Personal information
- Date of birth: 8 March 1990 (age 36)
- Place of birth: Bamberg, Germany
- Height: 1.83 m (6 ft 0 in)
- Position: Forward

Youth career
- 0000–2005: SC Kemmern
- 2005–2009: Eintracht Bamberg

Senior career*
- Years: Team / Apps / (Gls)
- 2009–2011: Eintracht Bamberg / 39 / (20)
- 2011–2012: FC Nürnberg II / 41 / (17)
- 2012–2013: Wehen Wiesbaden / 5 / (0)
- 2013–2016: Eintracht Bamberg / 89 / (41)
- 2016–2019: Schweinfurt 05 / 56 / (13)
- 2019–2020: Eintracht Bamberg / 15 / (4)

= Nicolas Görtler =

German footballer

Nicolas Görtler (born 8 March 1990) is a German footballer who plays as a forward.

==Career==
Görtler began his career with Eintracht Bamberg, making 19 appearances in the 2009–10 season as the club were relegated from the Regionalliga Süd.
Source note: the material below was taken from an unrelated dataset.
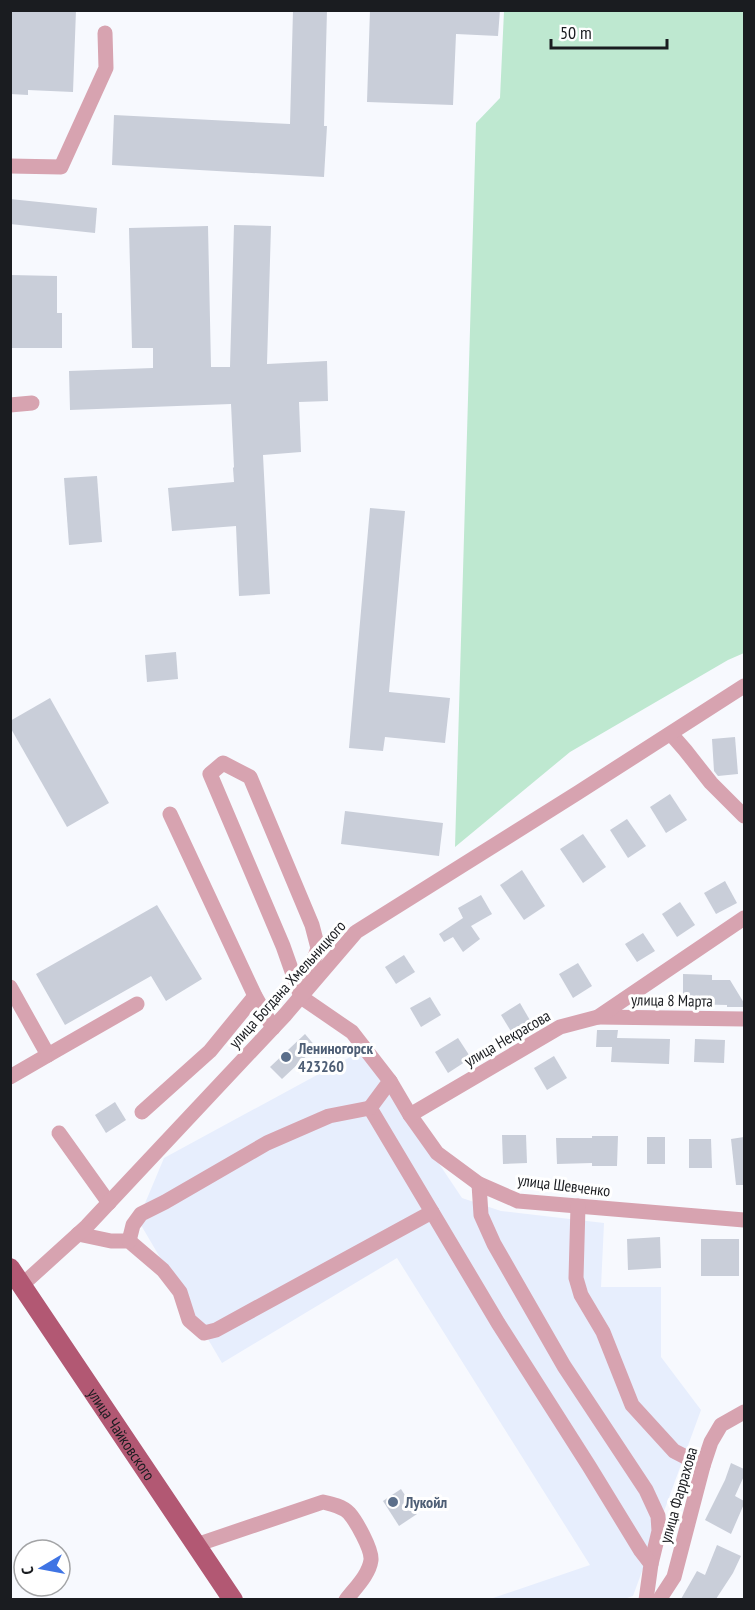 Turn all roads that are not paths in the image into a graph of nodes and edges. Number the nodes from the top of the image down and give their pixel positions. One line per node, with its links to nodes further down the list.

He scored 17 goals in the first half of the following season in the Bayernliga before returning to the Regionalliga Süd in January 2011 to sign for 1. FC Nürnberg II. 18 months later he signed for SV Wehen Wiesbaden of the 3. Liga, making his debut as a substitute for Lars Guenther in a 3–2 defeat against Chemnitzer FC. He returned to Eintracht Bamberg in July 2013 and scored 21 goals in his first season back with the club to finish as top scorer of the Regionalliga Bayern.